Green might be the manager, but that doesn’t mean he just tells the players to play together whether they like it or not.

“I partner with them,” Green said, “I don’t think I am doing anything unilaterally.”

The fun isn’t contained to the clubhouse. Recently, Padres players drafted teams and turned batting practice into a competition. Wil Myers’ team won the competition, but the whole process helps “bring life” and makes guys “bring the competitive spirit” according to Green.

The Padres also find their own competitions amongst themselves. Myers, after adding some muscle in the offseason, tried to challenge Travis Jankowski to a race to prove that he had gotten faster. As of Wednesday, that race had not happened, and it might not ever actually take place, but that doesn’t mean there hasn’t been trash talk.
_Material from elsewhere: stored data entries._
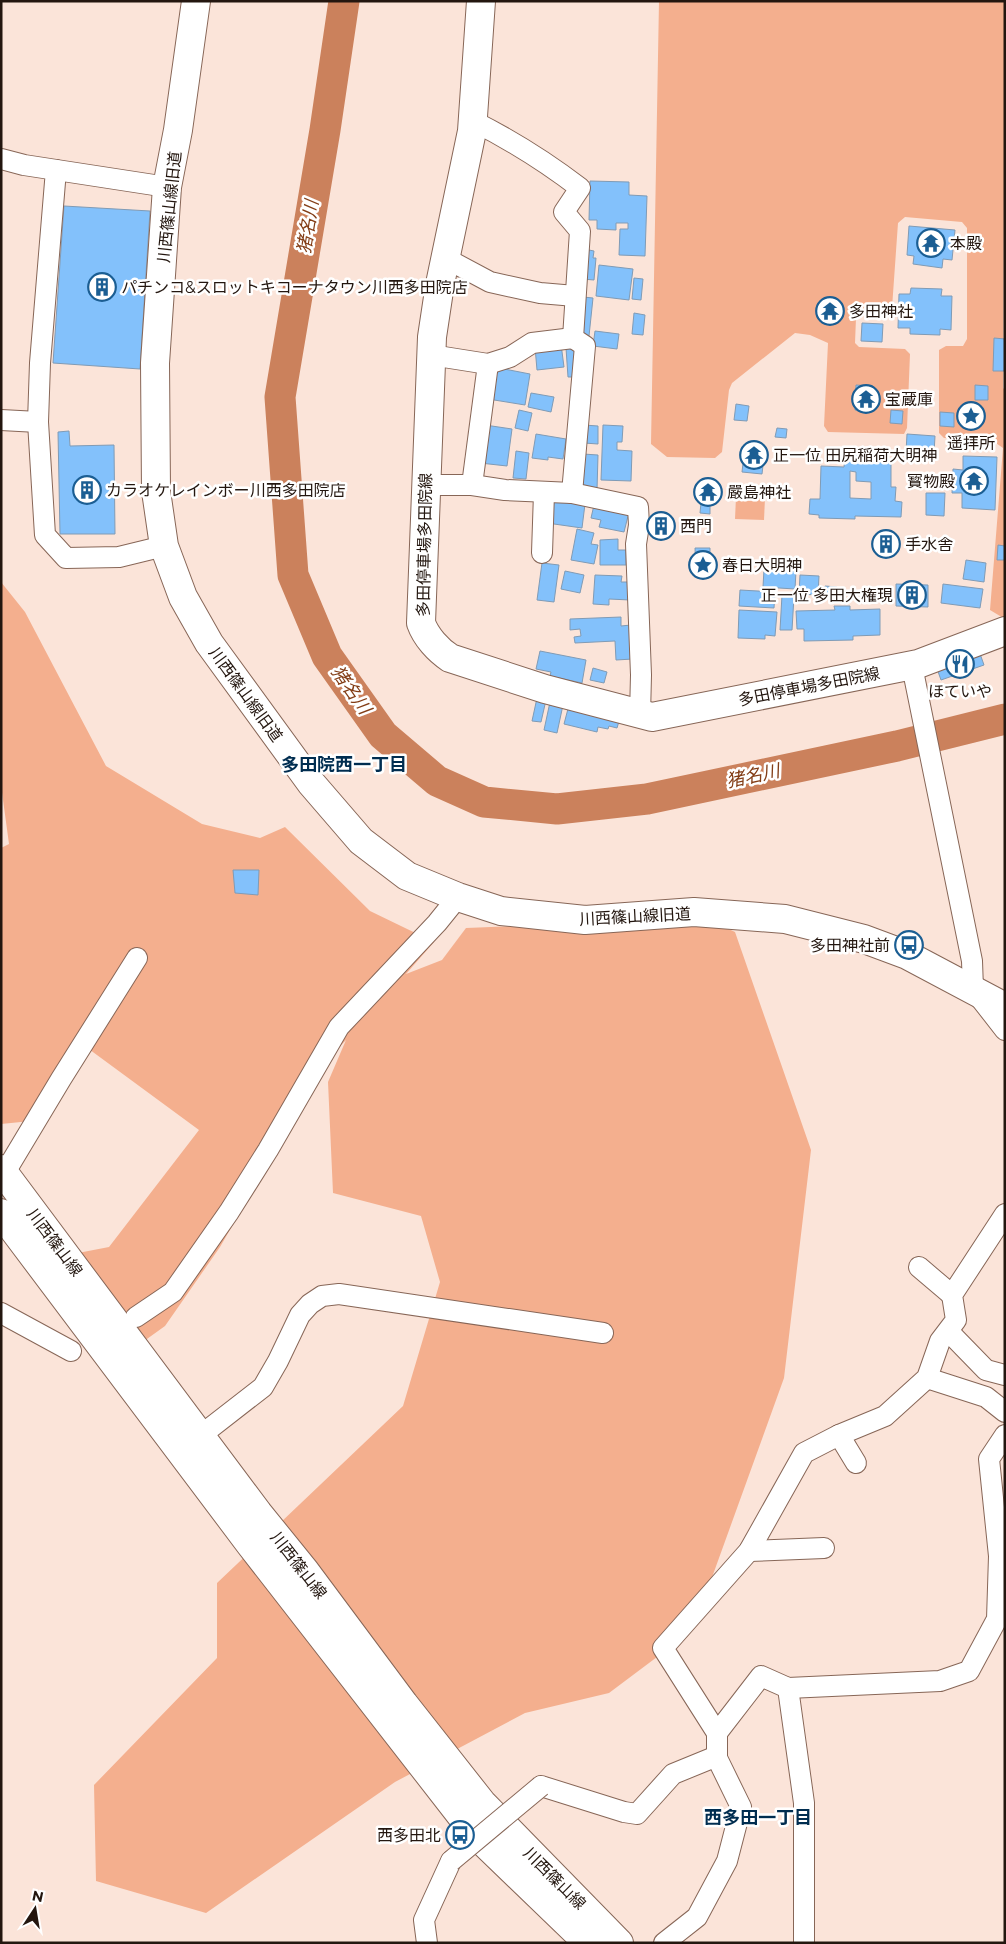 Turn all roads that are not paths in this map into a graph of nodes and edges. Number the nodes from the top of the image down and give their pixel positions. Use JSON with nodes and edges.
{"nodes":[{"id":1,"x":196,"y":1,"type":"edge"},
{"id":2,"x":481,"y":1,"type":"edge"},
{"id":3,"x":473,"y":121,"type":"junction"},
{"id":4,"x":1,"y":159,"type":"edge"},
{"id":5,"x":56,"y":170,"type":"junction"},
{"id":6,"x":168,"y":187,"type":"junction"},
{"id":7,"x":445,"y":258,"type":"junction"},
{"id":8,"x":575,"y":296,"type":"junction"},
{"id":9,"x":573,"y":338,"type":"junction"},
{"id":10,"x":431,"y":355,"type":"junction"},
{"id":11,"x":488,"y":364,"type":"junction"},
{"id":12,"x":1,"y":420,"type":"edge"},
{"id":13,"x":38,"y":422,"type":"junction"},
{"id":14,"x":425,"y":485,"type":"junction"},
{"id":15,"x":472,"y":485,"type":"junction"},
{"id":16,"x":544,"y":493,"type":"junction"},
{"id":17,"x":572,"y":493,"type":"junction"},
{"id":18,"x":164,"y":546,"type":"junction"},
{"id":19,"x":542,"y":553,"type":"dead end"},
{"id":20,"x":1005,"y":631,"type":"edge"},
{"id":21,"x":914,"y":676,"type":"junction"},
{"id":22,"x":640,"y":715,"type":"junction"},
{"id":23,"x":458,"y":897,"type":"junction"},
{"id":24,"x":137,"y":958,"type":"dead end"},
{"id":25,"x":973,"y":989,"type":"junction"},
{"id":26,"x":1005,"y":1007,"type":"edge"},
{"id":27,"x":1005,"y":1030,"type":"edge"},
{"id":28,"x":2,"y":1174,"type":"edge"},
{"id":29,"x":1,"y":1213,"type":"edge"},
{"id":30,"x":1005,"y":1214,"type":"edge"},
{"id":31,"x":919,"y":1267,"type":"dead end"},
{"id":32,"x":952,"y":1294,"type":"junction"},
{"id":33,"x":1,"y":1314,"type":"edge"},
{"id":34,"x":136,"y":1316,"type":"dead end"},
{"id":35,"x":949,"y":1332,"type":"junction"},
{"id":36,"x":603,"y":1333,"type":"dead end"},
{"id":37,"x":70,"y":1351,"type":"dead end"},
{"id":38,"x":1005,"y":1375,"type":"edge"},
{"id":39,"x":927,"y":1378,"type":"junction"},
{"id":40,"x":1005,"y":1412,"type":"edge"},
{"id":41,"x":1005,"y":1434,"type":"edge"},
{"id":42,"x":839,"y":1435,"type":"junction"},
{"id":43,"x":200,"y":1436,"type":"junction"},
{"id":44,"x":856,"y":1463,"type":"dead end"},
{"id":45,"x":824,"y":1548,"type":"dead end"},
{"id":46,"x":749,"y":1551,"type":"junction"},
{"id":47,"x":788,"y":1688,"type":"junction"},
{"id":48,"x":398,"y":1715,"type":"junction"},
{"id":49,"x":717,"y":1733,"type":"junction"},
{"id":50,"x":717,"y":1756,"type":"junction"},
{"id":51,"x":427,"y":1943,"type":"edge"},
{"id":52,"x":588,"y":1943,"type":"edge"},
{"id":53,"x":619,"y":1943,"type":"edge"},
{"id":54,"x":664,"y":1943,"type":"edge"},
{"id":55,"x":804,"y":1943,"type":"edge"}],
"edges":[{"from":1,"to":6,"type":"main road","name":"川西篠山線旧道"},
{"from":2,"to":3,"type":"main road","name":"多田停車場多田院線"},
{"from":3,"to":7,"type":"main road","name":"多田停車場多田院線"},
{"from":3,"to":8,"type":"street"},
{"from":4,"to":5,"type":"street"},
{"from":5,"to":6,"type":"street"},
{"from":5,"to":13,"type":"street"},
{"from":6,"to":18,"type":"main road","name":"川西篠山線旧道"},
{"from":7,"to":8,"type":"street"},
{"from":7,"to":10,"type":"main road","name":"多田停車場多田院線"},
{"from":8,"to":9,"type":"street"},
{"from":9,"to":11,"type":"street"},
{"from":9,"to":17,"type":"street"},
{"from":10,"to":11,"type":"street"},
{"from":10,"to":14,"type":"main road","name":"多田停車場多田院線"},
{"from":11,"to":15,"type":"street"},
{"from":12,"to":13,"type":"street"},
{"from":13,"to":18,"type":"street"},
{"from":14,"to":15,"type":"street"},
{"from":14,"to":22,"type":"main road","name":"多田停車場多田院線"},
{"from":15,"to":16,"type":"street"},
{"from":16,"to":17,"type":"street"},
{"from":16,"to":19,"type":"street"},
{"from":17,"to":22,"type":"street"},
{"from":18,"to":23,"type":"main road","name":"川西篠山線旧道"},
{"from":20,"to":21,"type":"main road","name":"多田停車場多田院線"},
{"from":21,"to":22,"type":"main road","name":"多田停車場多田院線"},
{"from":21,"to":25,"type":"street"},
{"from":23,"to":25,"type":"main road","name":"川西篠山線旧道"},
{"from":23,"to":34,"type":"street"},
{"from":24,"to":28,"type":"street"},
{"from":25,"to":26,"type":"main road","name":"川西篠山線旧道"},
{"from":25,"to":27,"type":"street"},
{"from":28,"to":43,"type":"main road","name":"川西篠山線"},
{"from":29,"to":48,"type":"main road","name":"川西篠山線"},
{"from":30,"to":32,"type":"street"},
{"from":31,"to":32,"type":"street"},
{"from":32,"to":35,"type":"street"},
{"from":33,"to":37,"type":"street"},
{"from":35,"to":38,"type":"street"},
{"from":35,"to":39,"type":"street"},
{"from":36,"to":43,"type":"street"},
{"from":39,"to":40,"type":"street"},
{"from":39,"to":42,"type":"street"},
{"from":41,"to":47,"type":"street"},
{"from":42,"to":44,"type":"street"},
{"from":42,"to":46,"type":"street"},
{"from":43,"to":48,"type":"main road","name":"川西篠山線"},
{"from":45,"to":46,"type":"street"},
{"from":46,"to":49,"type":"street"},
{"from":47,"to":49,"type":"street"},
{"from":47,"to":55,"type":"street"},
{"from":48,"to":52,"type":"main road","name":"川西篠山線"},
{"from":48,"to":53,"type":"main road","name":"川西篠山線"},
{"from":49,"to":50,"type":"street"},
{"from":50,"to":51,"type":"street","bridge":true},
{"from":50,"to":54,"type":"street"}]}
“I don’t think there is any competition there,” Jankowski said. “He was slower than me last year and he put on 20 pounds; I think it’s just straight physics there, he can’t be faster than me.”

Myers, however, thinks the race won’t happen because Jankowski is “too afraid to race me.” Myers thinks he’s the best at a lot of things in the clubhouse, even ping pong.

“I’m the best at everything here,” Myers said, “I’m not gonna give any credit to the person who really is the best at ping pong.”

“We just mess around all the time, that’s just kind of what we a few of us do,” Myers added. “We just talk trash to each other on a regular basis.”

The bonding that takes place between the players isn’t even always face to face. Padres infielder Carlos Asuaje, owner of his own esports team, is a perfect example of one of the more common ways for younger generations to interact with each other — video games.

“A couple of the guys are “Fortnite” players and like gaming,” said Asuaje, who also claims he is the best gamer in the Padres clubhouse.

“Fortnite,” a battle-royale game where 100 players are all dropped on the same map and do battle until the last player, or team, remains, has become insanely popular with players across the league.

Really, anything that isn’t baseball has become a pleasant distraction for these players who will be focusing almost exclusively on baseball for the next six months.

Video games, athletic competitions, or even some good ole fashion ping pong, it doesn’t matter to the San Diego Padres, they are just looking to add some fun to their routine during spring training.